EXERCISE BRIEF:
Which lines of the records contain the word "Чернокозова"? Copy each one.

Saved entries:
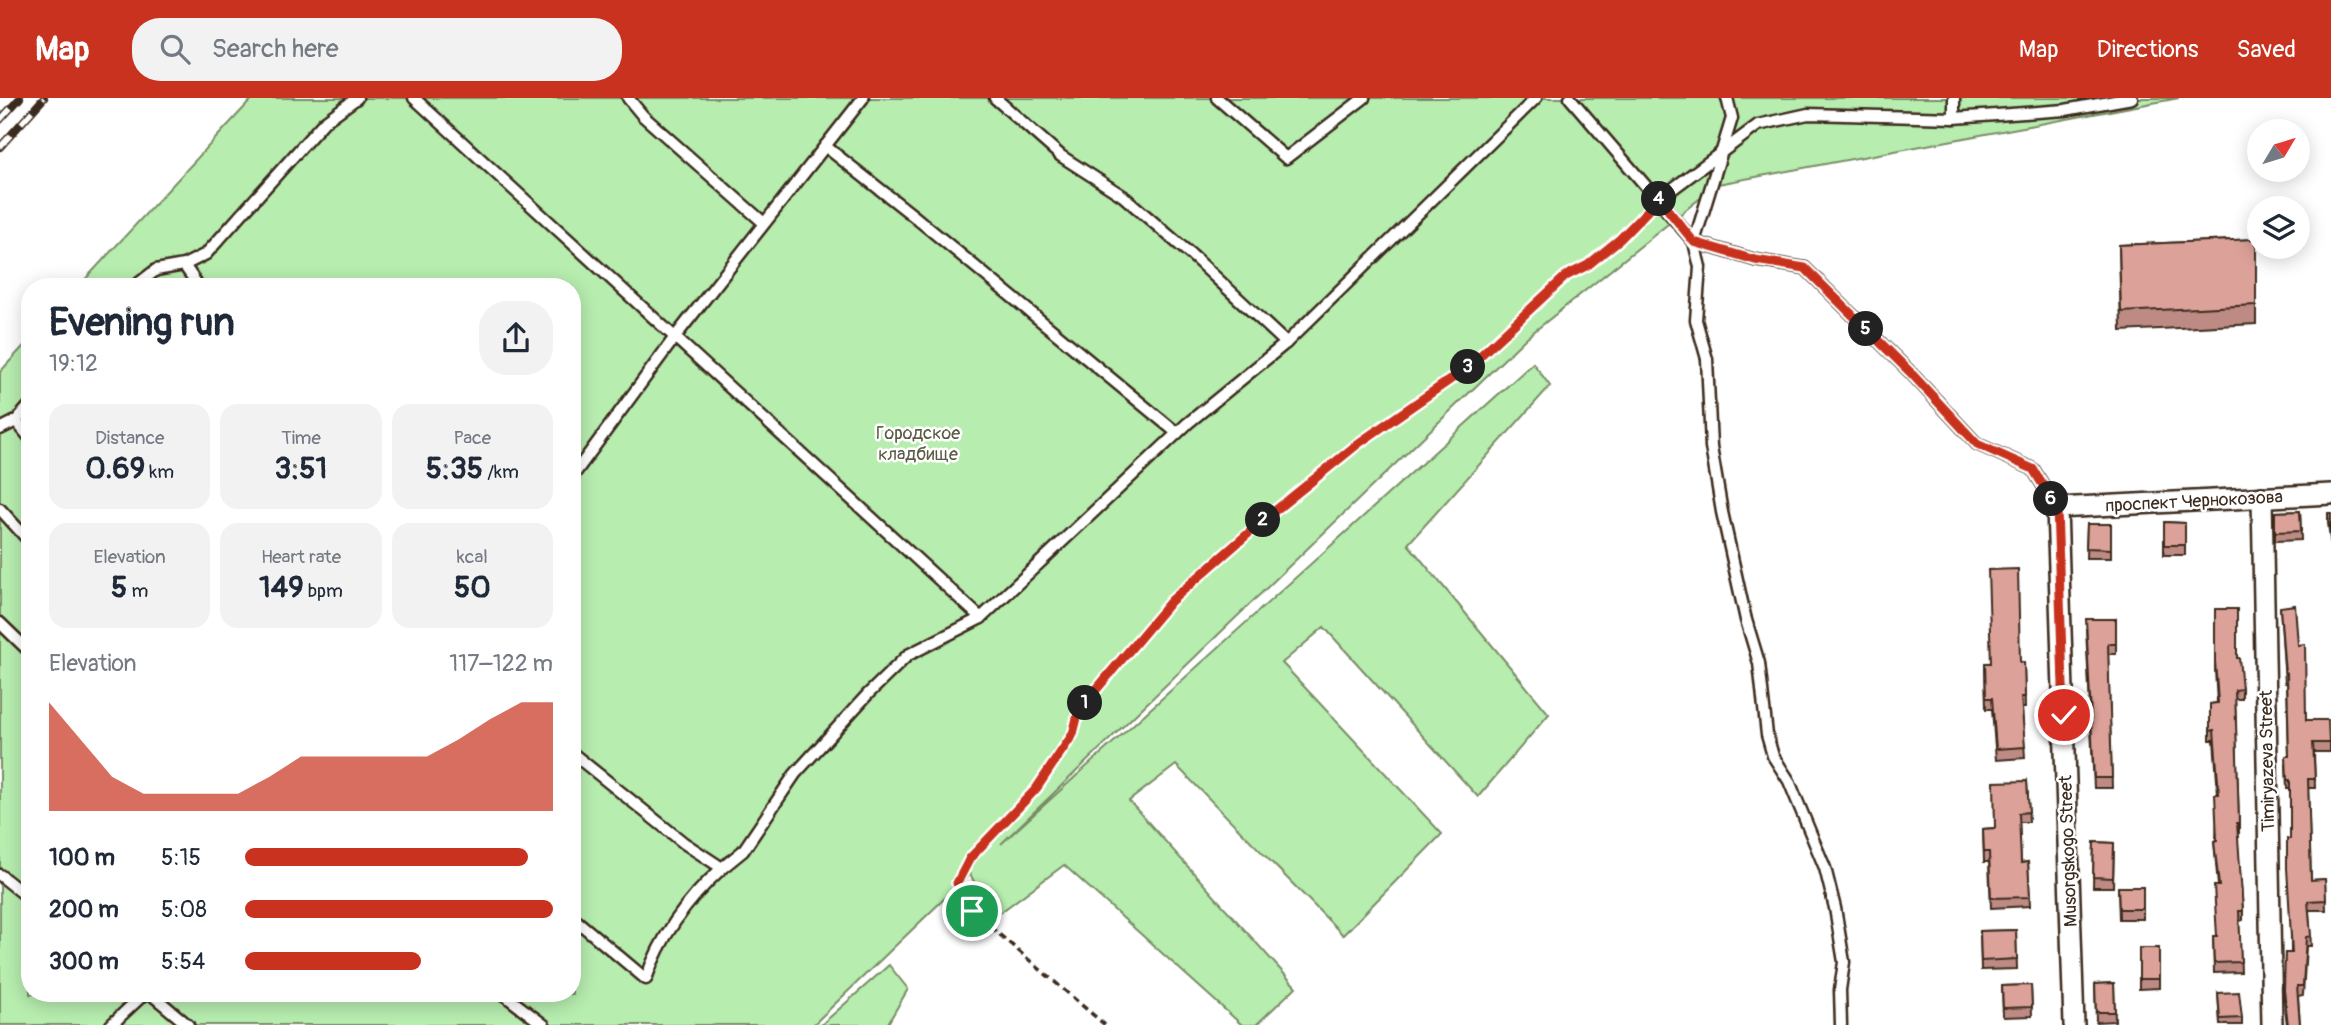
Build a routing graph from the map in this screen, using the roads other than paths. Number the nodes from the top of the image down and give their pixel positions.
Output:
1 (357, 98) edge
2 (414, 98) edge
3 (628, 98) edge
4 (863, 98) edge
5 (995, 98) edge
6 (1216, 98) edge
7 (1364, 98) edge
8 (1535, 98) edge
9 (1570, 98) edge
10 (1727, 98) edge
11 (1954, 98) edge
12 (2132, 98) edge
13 (1954, 118) junction
14 (825, 146) junction
15 (1721, 152) junction
16 (1659, 199) junction
17 (764, 223) junction
18 (1694, 242) junction
19 (184, 265) junction
20 (146, 278) edge
21 (193, 278) edge
22 (675, 337) junction
23 (1286, 343) junction
24 (21, 415) edge
25 (16, 421) junction
26 (21, 427) edge
27 (0, 429) edge
28 (1177, 433) junction
29 (581, 465) edge
30 (2331, 494) edge
31 (2262, 498) junction
32 (2057, 508) junction
33 (0, 509) edge
34 (21, 532) edge
35 (981, 618) junction
36 (0, 623) edge
37 (21, 643) edge
38 (581, 761) edge
39 (722, 868) junction
40 (0, 876) edge
41 (21, 892) edge
42 (581, 925) edge
43 (136, 1002) edge
44 (160, 1002) edge
45 (514, 1002) edge
46 (111, 1025) edge
47 (188, 1025) edge
48 (544, 1025) edge
49 (1840, 1025) edge
50 (2074, 1025) edge
51 (2272, 1025) edge

1 - 19 lane
2 - 22 lane
3 - 17 lane
4 - 14 lane
5 - 23 lane
6 - 7 lane
8 - 23 lane
9 - 16 lane
10 - 15 lane
11 - 13 lane
12 - 13 lane
13 - 15 lane
14 - 17 lane
14 - 28 lane
15 - 16 lane
15 - 18 lane
16 - 18 lane
17 - 22 lane
18 - 32 lane
18 - 49 lane
19 - 20 lane
19 - 21 lane
22 - 29 lane
22 - 35 lane
23 - 28 lane
24 - 25 lane
25 - 26 lane
25 - 27 lane
28 - 35 lane
30 - 31 street, проспект Чернокозова
31 - 32 street, проспект Чернокозова
31 - 51 street, Timiryazeva Street
32 - 50 street, Musorgskogo Street
33 - 34 lane
35 - 39 lane
36 - 37 lane
38 - 39 lane
39 - 42 lane
40 - 41 lane
43 - 46 lane
44 - 47 lane
45 - 48 lane

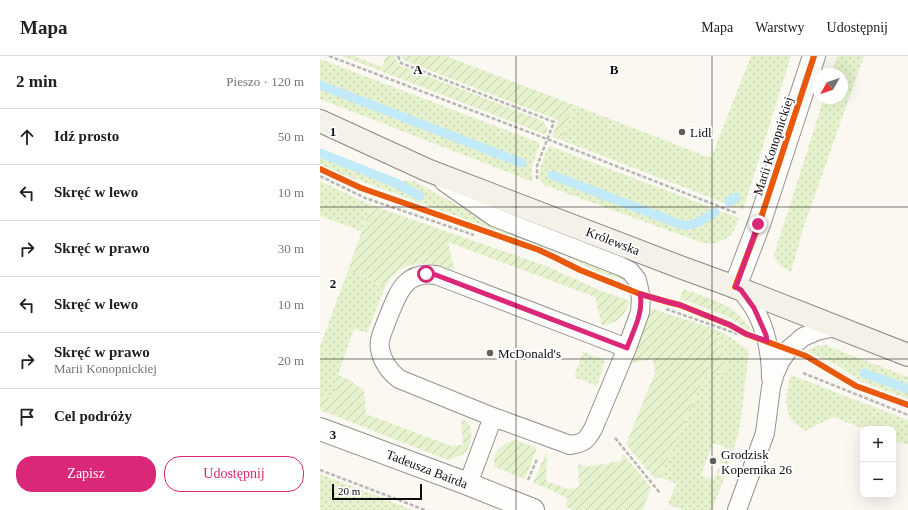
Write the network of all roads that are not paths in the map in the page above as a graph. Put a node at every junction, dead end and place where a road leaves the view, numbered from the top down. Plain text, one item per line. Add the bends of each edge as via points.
1 (814, 56) edge
2 (320, 121) edge
3 (426, 170) junction
4 (738, 288) junction
5 (835, 327) junction
6 (627, 348) junction
7 (908, 355) edge
8 (771, 387) junction
9 (493, 417) junction
10 (320, 429) edge
11 (468, 484) junction
12 (533, 510) edge
13 (737, 510) edge

1 - 4 street, Marii Konopnickiej
2 - 3 main road, Królewska
3 - 4 main road, Królewska
3 - 6 lane via 494,217 630,271 637,280 640,312
4 - 5 main road, Królewska
4 - 8 lane via 754,308 766,335 771,362
5 - 7 main road, Królewska
5 - 8 lane via 803,337 789,349 780,360
6 - 9 lane via 593,429 588,438 579,444 570,445
6 - 9 lane via 436,275 426,274 408,281 400,290 379,342 386,366 399,379
8 - 13 lane via 765,433
9 - 11 lane
10 - 11 street, Tadeusza Bairda
11 - 12 street, Tadeusza Bairda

OUTPUT BELOW:
30 - 31 street, проспект Чернокозова
31 - 32 street, проспект Чернокозова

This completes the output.